Tuesday, May 11, 2010

Reasons why I'll Never be a Chef

I have a confession: I'm addicted to the Food Network. I like nothing better than to sit and watch one of the Ultimate Recipe Showdowns, or the cake, sugar or candy showdowns. It boggles my mind to make Shrek out of cake. I love to watch Cake Boss on TLC too. And I don't watch Ricardo and Friends just for the sexy Quebeçois accent: I love the innovative ways he makes simple food (and his cookbook is great.)  I'm a Chef wannabe.

I'll never be a chef, though.

  • I hate to cut onions. My eyes burn for a couple of hours every time I do. 
  • I almost amputated my finger cutting off the end of a cob of corn so that it would fit in the microwave. Knives are not my friend.
  • I hate the feel of raw ground meat. I hate handling it, I hate mixing it, and meatballs/meatloaf mixed in my standing mixer tends to be tough from over mixing. 
  • I hate mixing things with my hands, period. I would never mix a salad with my hands. Maybe it's why I can make pie crust so well-I handle it as little as possible.
  • I'm not adventurous with flavours. I'm a good cook, but not an innovative one. Adventurous is putting a bit of dry mustard in my meatloaf (and the family didn't like it.)
  • I hate cleaning up after baking. One of my claims to fame is scratch chocolate cream pie, but I don't make it often because it takes every freaking bowl and pot in the house to make.  
  • I'm not going to spend 8 hours and 57 steps to make a dish that has 243 ingredients, most of which require a trip to a bigger city and a bank loan to acquire.  Chances are, the family wouldn't eat it anyway.
  • I'm dangerously, life threateningly allergic to garlic. Vampires have nothing to fear from me.
  • I don't know how to light our barbeque, and have no interest to learn. If hubby wants to "cook meat on flame" why would I take that pleasure away from him? There is only one license to grill in our house. (I don't know how to work the snowblower either. If I knew how to operate it, I might be expected to do it...but I digress)
  • Sugar burns are not fun. I did it once-never again.
  • There is a limit to even ultimate, 25 year guaranteed non-stick cookware if you burn the sugar well enough...Brittle is an oxymoron if the brittle has cooled onto the pot.
I'm a busy, work from home mom to a 5 year old who loves shrimp and Vietnamese Pho (noodle) soup, but who won't eat tomatoes (although ketchup is fine.) My husband is a meat and potatoes guy who could eat pork chops every night, and eats the same thing for breakfast and lunch every day. There's not much point in getting creative if no one will eat it and my daughter will be scrounging for a cheese string and hotdog instead.

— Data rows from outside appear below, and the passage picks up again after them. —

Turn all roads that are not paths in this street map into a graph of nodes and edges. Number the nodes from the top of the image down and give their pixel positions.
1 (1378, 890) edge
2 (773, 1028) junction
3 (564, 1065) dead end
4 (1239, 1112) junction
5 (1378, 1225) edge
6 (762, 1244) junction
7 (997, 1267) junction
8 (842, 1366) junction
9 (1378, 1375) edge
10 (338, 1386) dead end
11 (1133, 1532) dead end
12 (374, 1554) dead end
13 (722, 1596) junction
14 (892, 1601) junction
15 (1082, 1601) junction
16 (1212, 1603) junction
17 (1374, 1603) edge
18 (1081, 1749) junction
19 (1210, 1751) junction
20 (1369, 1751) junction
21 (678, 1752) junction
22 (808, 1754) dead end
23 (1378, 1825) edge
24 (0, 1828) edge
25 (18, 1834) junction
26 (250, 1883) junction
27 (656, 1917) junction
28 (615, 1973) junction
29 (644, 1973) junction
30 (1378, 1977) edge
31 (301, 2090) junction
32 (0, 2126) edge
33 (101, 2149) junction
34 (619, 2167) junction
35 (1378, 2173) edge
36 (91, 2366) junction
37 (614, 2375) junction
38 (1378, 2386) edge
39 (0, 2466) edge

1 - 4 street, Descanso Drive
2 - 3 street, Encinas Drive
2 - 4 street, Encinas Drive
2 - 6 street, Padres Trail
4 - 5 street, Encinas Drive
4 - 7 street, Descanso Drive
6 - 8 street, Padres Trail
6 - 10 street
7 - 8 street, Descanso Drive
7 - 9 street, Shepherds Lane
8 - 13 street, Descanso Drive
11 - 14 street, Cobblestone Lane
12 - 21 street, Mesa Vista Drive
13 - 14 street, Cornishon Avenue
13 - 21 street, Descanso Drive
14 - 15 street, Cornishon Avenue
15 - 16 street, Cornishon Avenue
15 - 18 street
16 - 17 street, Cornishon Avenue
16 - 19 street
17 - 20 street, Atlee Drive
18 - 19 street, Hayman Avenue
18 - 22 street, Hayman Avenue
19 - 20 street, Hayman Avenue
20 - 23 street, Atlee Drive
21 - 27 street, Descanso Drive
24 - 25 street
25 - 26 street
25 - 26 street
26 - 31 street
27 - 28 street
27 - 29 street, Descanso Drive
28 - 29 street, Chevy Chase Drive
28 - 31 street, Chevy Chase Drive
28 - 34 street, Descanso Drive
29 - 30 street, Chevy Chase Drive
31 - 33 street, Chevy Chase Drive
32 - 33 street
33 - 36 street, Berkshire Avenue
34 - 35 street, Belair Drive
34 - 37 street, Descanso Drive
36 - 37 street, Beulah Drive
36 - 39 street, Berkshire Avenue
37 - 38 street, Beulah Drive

I am a snob about one thing, though. I am a scratch baker. It might be a counterpoint to the Lemon Pie/Blueberry Muffins/Boston Creme Pie from a box  that I ate as a child. My daughter came home one day with the astonishing discovery that cake comes in a box. She was pretty excited about that. Not in my house, honey. I make pie crust, bread, muffins, and other baking from scratch. I even tried to make Apple Strudel once, and used to spend days every year making hand dipped chocolate truffles and dipped cherries. My baking is good, but not "wow, would you look at that". It's more Edna Staebler than Martha Stewart, but it's good.

And so I live vicariously. I marvel at the creations that Charmian Christie comes up with. I sit in jaw-dropping amazement at the Hanging Gardens of Babylon made out of cake, the chandelier made out of sugar, and the Sesame Street cake with characters made of modelling chocolate. I pick up tidbits along the way but I'll most likely never need to know how to make a four foot tall cake. I don't have that much counter space.

And now, I need to go. My daughter and I are going to make banana bread.

2 comments:

Christine Peets said...

So, you're not a chef. You're a baker, and from the sounds of it, a mighty fine one.
What you also are is a great writer, and I think you can consider your watching those cooking shows good research for posts like this.
If your daughter enjoys baking with you, let her graduate to meals. Kids love mushing stuff like the bananas for the banana bread and the meat and stuff for the meatloaf. Bake it all together and voila--dinner and dessert. Bake it at the same time and temperature--not in the same pan, although banana meatloaf might be a hit.

Lisa MacColl said...

Laura loves to help me make dinner and I encourage it. Ketchup loaf (aka meatloaf) is our specialty, and so is sludge, a ground beef, tomato and noodles in one pot concoction.

We also bake buns together (from scratch) and she's pretty good at forming them now. Cooking with a kid is fun!